Pour produire ce café de qualité, si spécifique aux forêts éthiopiennes, il convient pour ces producteurs de soigner leur environnement de travail et donc notamment de maintenir cette canopée sur le long terme.

Le projet de Terres de Café

Le constat du caractère unique des forêts caféières éthiopiennes posé il y a quelques années par Jacques Chambrillon (responsable de l’agence éthiopienne de Belco) a mené à la création de la marque « Café de forêt ». Cette reconnaissance se base sur la diversité arboricole de ces espaces : au moins 10 espèces différentes, dont la couverture généreuse assure un minimum de 40% d’ombre aux caféiers. Ce qui en fait des foyers de cafés de qualité. L’enjeu du maintien de cet environnement naturel riche est au cœur des préoccupations des producteurs, souci partagé par les équipes de Terres de café.
C’est le déclencheur du projet : accompagner la préservation de ces forêts au travers de l’agroforesterie.

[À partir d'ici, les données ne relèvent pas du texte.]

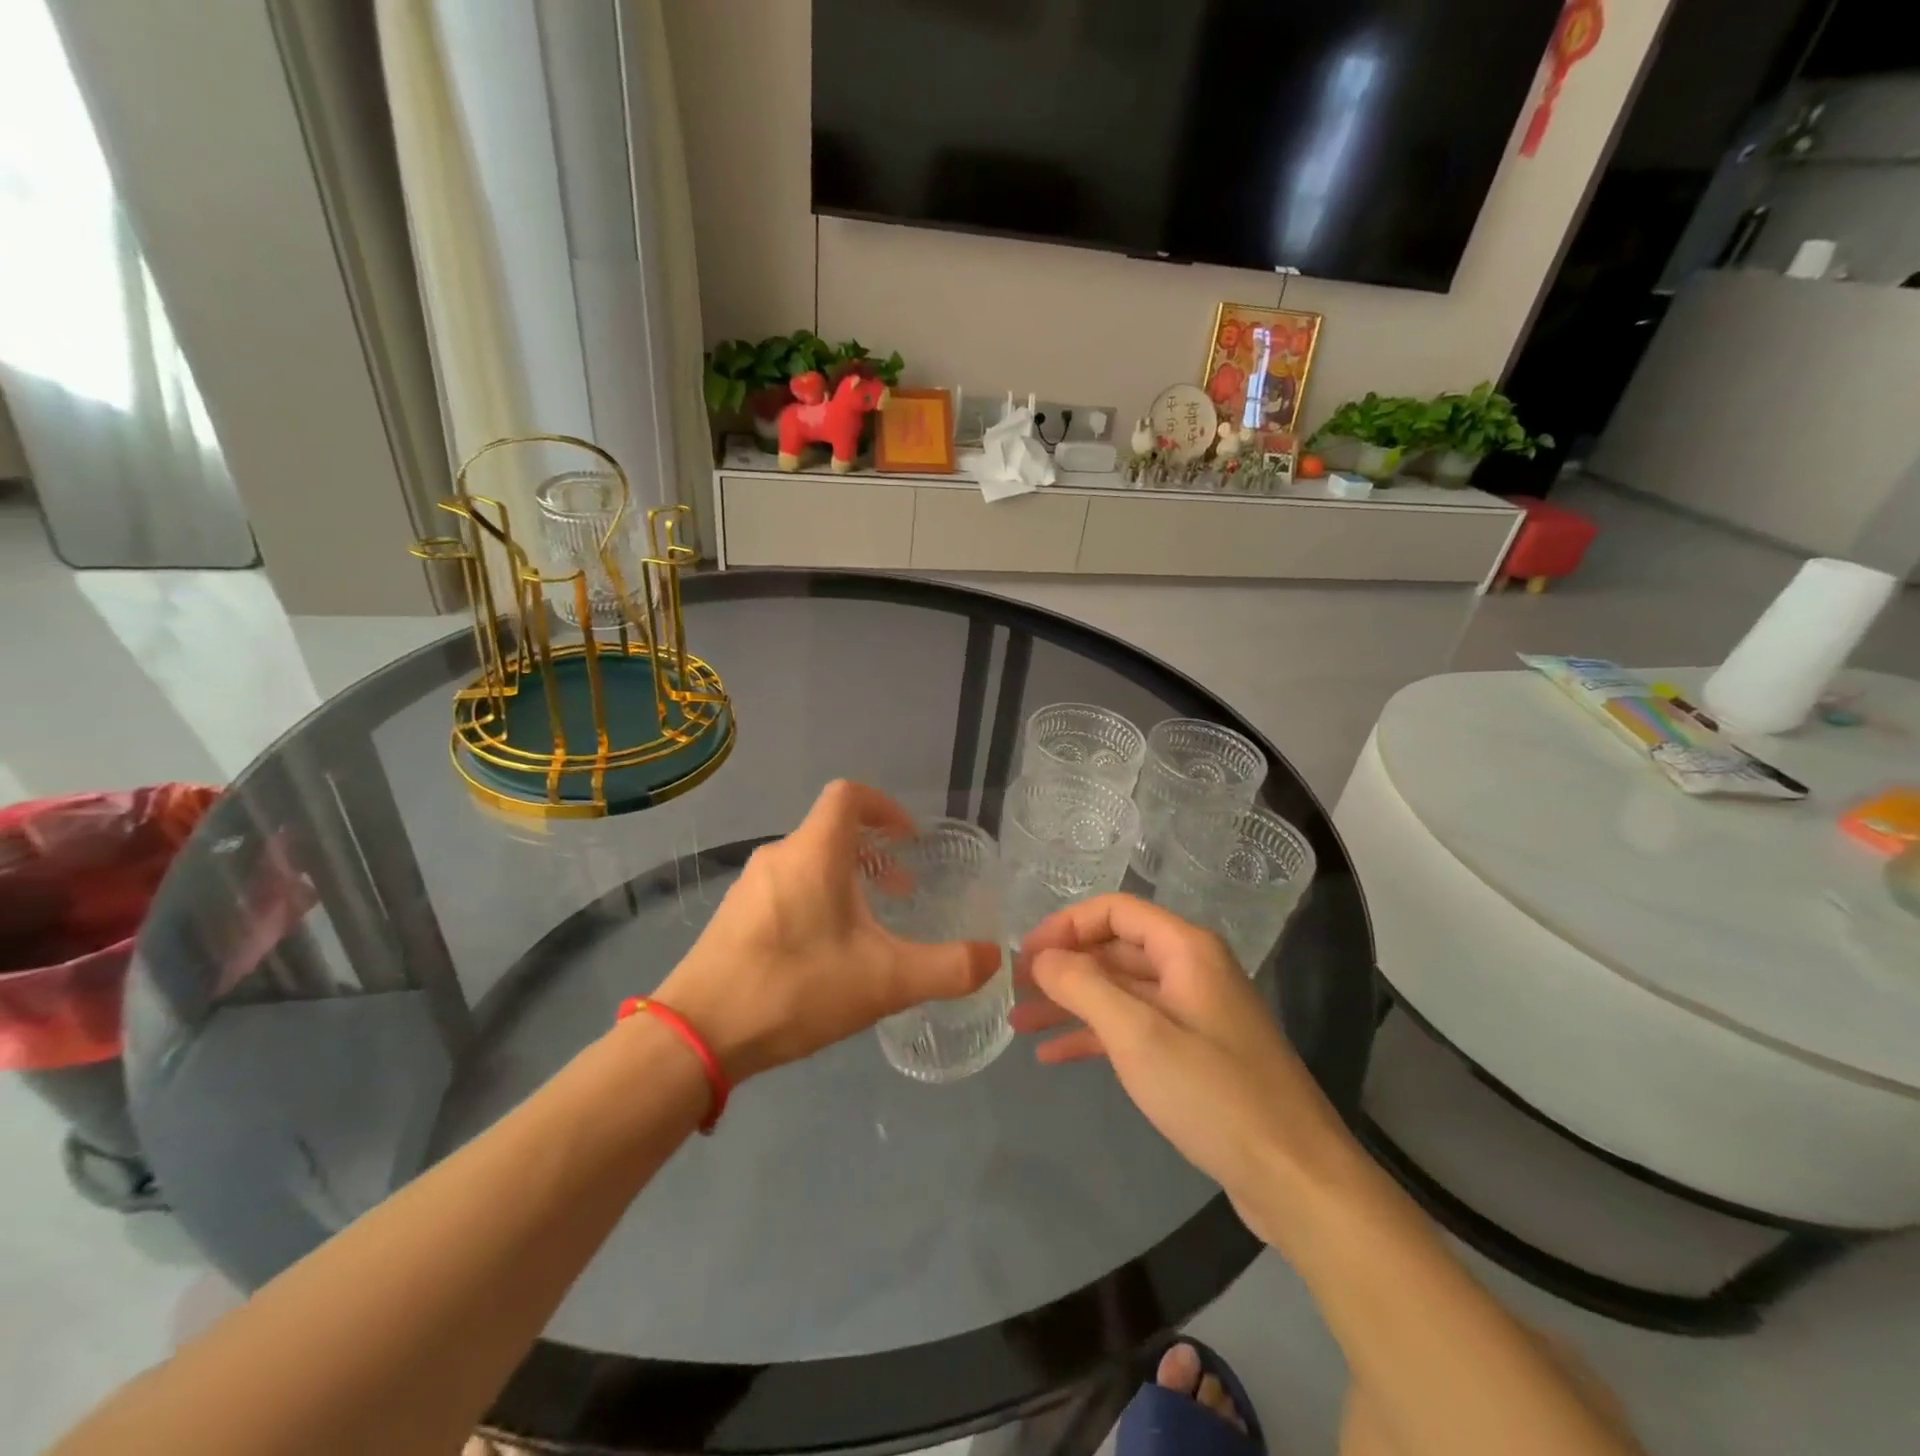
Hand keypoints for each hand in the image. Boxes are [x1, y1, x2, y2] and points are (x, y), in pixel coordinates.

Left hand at [657, 781, 999, 1081]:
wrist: (697, 1035)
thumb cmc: (796, 989)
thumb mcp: (884, 982)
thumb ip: (947, 969)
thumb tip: (995, 957)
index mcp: (814, 853)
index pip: (849, 795)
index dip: (884, 806)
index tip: (909, 839)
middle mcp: (779, 856)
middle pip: (832, 831)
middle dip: (874, 854)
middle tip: (901, 893)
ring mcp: (750, 886)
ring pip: (808, 862)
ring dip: (845, 880)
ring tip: (867, 928)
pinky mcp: (733, 916)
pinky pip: (785, 888)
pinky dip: (816, 899)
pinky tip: (822, 954)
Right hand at [1010, 894, 1342, 1242]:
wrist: (1295, 1178)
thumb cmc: (1213, 1095)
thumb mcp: (1138, 1035)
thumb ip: (1083, 986)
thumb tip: (1041, 956)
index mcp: (1186, 949)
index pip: (1114, 910)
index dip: (1065, 925)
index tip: (1024, 954)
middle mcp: (1190, 970)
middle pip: (1115, 949)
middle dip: (1063, 967)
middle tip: (1013, 990)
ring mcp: (1193, 1013)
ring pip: (1120, 992)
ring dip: (1071, 1003)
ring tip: (1020, 1023)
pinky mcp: (1194, 1053)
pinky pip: (1134, 1028)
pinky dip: (1094, 1035)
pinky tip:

Yeti - Wallace - Jacques Chambrillon et Shambe Kana de Belco Ethiopie (au premier plan) - Photo : Fabrice Leseigneur

Yeti – Wallaga – Jacques Chambrillon et Shambe Kana de Belco Ethiopie (au premier plan) – Agroforesterie caféière – Photo : Fabrice Leseigneur

L’idée pour Terres de Café et Belco est de travailler au départ à petite échelle, au plus près des réalités locales, avec un souci d’efficacité dans la durée. En effet, de nombreuses expériences de terrain et d’études de projets de reboisement menés à très grande échelle ont trop souvent montré leurs limites sur le long terme. Il s’agit donc de travailler avec certains producteurs demandeurs sur des fermes spécifiques et bien identifiées, et de commencer avec un nombre restreint d’intervenants tout en assurant un suivi rigoureux.
Le projet ethiopien se résume aisément : maintenir ce couvert arboré si spécifique aux zones caféières en mettant en place dès à présent des pépinières constituées d’espèces (nous en parlons au bas de cet article) qui pourront être replantées plus tard dans ces forêts en remplacement d’arbres malades ou vieillissants. L’enjeu est donc le maintien de cette canopée, voire sa densification. Notons qu’en contre-partie de l’implication des producteurs dans ce projet, Terres de Café s’engage à acheter chaque année en grand volume ces cafés de forêt près du double du prix du marché, avec une progression de 30% par an.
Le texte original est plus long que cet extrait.